La notion de harcèlement moral n’existe en droit Français que depuis 2002.

La reprise en main du contrôle de cette qualification par la Cour de cassation (Soc. 24 sept. 2008 (D. 2008. AJ 2423), s'avère particulièrement opportune car seule à même de faire cesser les appréciations divergentes résultant de l'appropriation de cette notion par les juges du fond.

La jurisprudence récente de la Cour témoigne d'une fidélité certaine à la lettre de l'article L. 1152-1 du code du travail.

Après s'être opposée à l'adjonction de l'intention de nuire parmi les conditions du harcèlement (Soc. 10 nov. 2009, D. 2009. AJ 2866), la Cour de cassation rappelle que le harcèlement moral s'entend d'agissements répétés strictement entendus.
La caractérisation du harcèlement moral est donc subordonnée par le code du travail à l'existence d'agissements répétés (art. L. 1152-1 c. trav.).

La chambre sociale en a logiquement déduit qu'il ne saurait y avoir harcèlement moral en présence d'un acte isolé (Soc. 15 avr. 2008, n° 07-40.290, Dalloz jurisprudence).

Toutefois, certains juges du fond, avec une partie de la doctrine, admettaient qu'il y avait place en matière de harcèlement moral pour des agissements qui bien qu'isolés possédaient la caractéristique de déployer leurs effets dans la durée, des agissements isolés continus

Dans un arrêt du 10 novembre 2009, la Cour de cassation rappelle à l'ordre les juges du fond qui subordonnaient la qualification du harcèlement moral à l'existence d'une intention de nuire de son auteur.

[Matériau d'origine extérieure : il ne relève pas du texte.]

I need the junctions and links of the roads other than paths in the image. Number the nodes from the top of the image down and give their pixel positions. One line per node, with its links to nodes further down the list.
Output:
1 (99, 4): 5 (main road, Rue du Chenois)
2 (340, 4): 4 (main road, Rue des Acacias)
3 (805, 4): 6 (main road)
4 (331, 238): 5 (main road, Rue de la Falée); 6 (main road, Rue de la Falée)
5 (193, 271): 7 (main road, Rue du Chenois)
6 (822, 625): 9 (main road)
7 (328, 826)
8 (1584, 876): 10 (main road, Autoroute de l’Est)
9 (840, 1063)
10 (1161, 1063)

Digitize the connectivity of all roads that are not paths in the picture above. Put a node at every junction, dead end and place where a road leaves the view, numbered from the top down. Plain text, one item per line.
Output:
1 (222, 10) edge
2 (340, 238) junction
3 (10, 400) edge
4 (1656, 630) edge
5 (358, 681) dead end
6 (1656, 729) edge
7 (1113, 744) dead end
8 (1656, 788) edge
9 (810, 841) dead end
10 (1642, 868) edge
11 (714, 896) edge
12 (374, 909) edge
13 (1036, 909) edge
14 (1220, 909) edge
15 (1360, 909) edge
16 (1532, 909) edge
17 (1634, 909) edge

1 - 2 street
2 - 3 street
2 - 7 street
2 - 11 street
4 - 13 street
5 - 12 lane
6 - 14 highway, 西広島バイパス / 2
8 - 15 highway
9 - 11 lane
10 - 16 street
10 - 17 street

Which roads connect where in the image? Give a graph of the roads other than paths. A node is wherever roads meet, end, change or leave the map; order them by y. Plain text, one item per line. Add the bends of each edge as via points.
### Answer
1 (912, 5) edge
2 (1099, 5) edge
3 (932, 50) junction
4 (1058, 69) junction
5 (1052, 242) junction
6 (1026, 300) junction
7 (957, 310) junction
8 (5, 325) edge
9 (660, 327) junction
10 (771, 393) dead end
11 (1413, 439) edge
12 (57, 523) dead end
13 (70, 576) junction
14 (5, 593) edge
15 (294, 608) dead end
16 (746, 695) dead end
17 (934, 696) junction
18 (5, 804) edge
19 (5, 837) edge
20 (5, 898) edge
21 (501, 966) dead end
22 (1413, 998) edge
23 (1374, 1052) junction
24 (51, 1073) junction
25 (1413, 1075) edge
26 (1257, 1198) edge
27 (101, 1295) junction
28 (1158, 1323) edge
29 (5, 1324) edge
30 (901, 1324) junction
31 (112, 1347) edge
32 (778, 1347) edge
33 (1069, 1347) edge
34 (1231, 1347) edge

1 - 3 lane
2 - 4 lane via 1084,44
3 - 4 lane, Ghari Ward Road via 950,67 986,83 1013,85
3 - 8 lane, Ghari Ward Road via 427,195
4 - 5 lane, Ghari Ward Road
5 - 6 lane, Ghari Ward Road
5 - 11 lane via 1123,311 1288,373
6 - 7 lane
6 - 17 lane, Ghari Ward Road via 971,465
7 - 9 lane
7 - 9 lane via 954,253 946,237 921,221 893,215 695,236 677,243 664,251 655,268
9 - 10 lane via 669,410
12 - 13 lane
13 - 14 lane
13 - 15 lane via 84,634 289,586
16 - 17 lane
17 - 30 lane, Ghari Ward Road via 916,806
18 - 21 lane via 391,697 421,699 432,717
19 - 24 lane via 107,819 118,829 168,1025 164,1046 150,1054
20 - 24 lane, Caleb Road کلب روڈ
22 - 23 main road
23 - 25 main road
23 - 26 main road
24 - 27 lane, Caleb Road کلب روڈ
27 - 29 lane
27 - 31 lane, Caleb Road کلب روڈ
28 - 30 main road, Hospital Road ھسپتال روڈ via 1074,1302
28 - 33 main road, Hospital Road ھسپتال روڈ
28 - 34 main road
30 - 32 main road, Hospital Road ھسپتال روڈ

C'est la première fois que la chambre sociale affirme, avec une telle clarté, que le harcèlement moral s'apprécie « indépendamment de l'intention de son auteur ».

En effet, la reconnaissance du harcèlement exige, d'une part, un comportement nécessairement répétitif de son auteur et, d'autre part, une dégradation consécutive des conditions de travail susceptibles d'avoir des répercussions sur la santé, la dignité ou la carrière du salarié harcelé.

Nulle place n'est donc faite à l'intention malveillante du harceleur dans la définition du harcèlement posée à l'article L. 1152-1 du code du travail.

La cour de cassation prend soin ensuite de rappeler que selon l'article L. 1154-1 du code du travail, la charge de la preuve du harcèlement ne pèse pas sur le salarié.

Les juges du fond doivent en effet vérifier que l'ensemble des faits rapportés par le salarié permettent de présumer l'existence d'un harcèlement moral.

Ce n'est que dans un second temps, une fois la première étape franchie, que l'employeur devra démontrer que les faits établis par le salarié sont étrangers à tout harcèlement moral.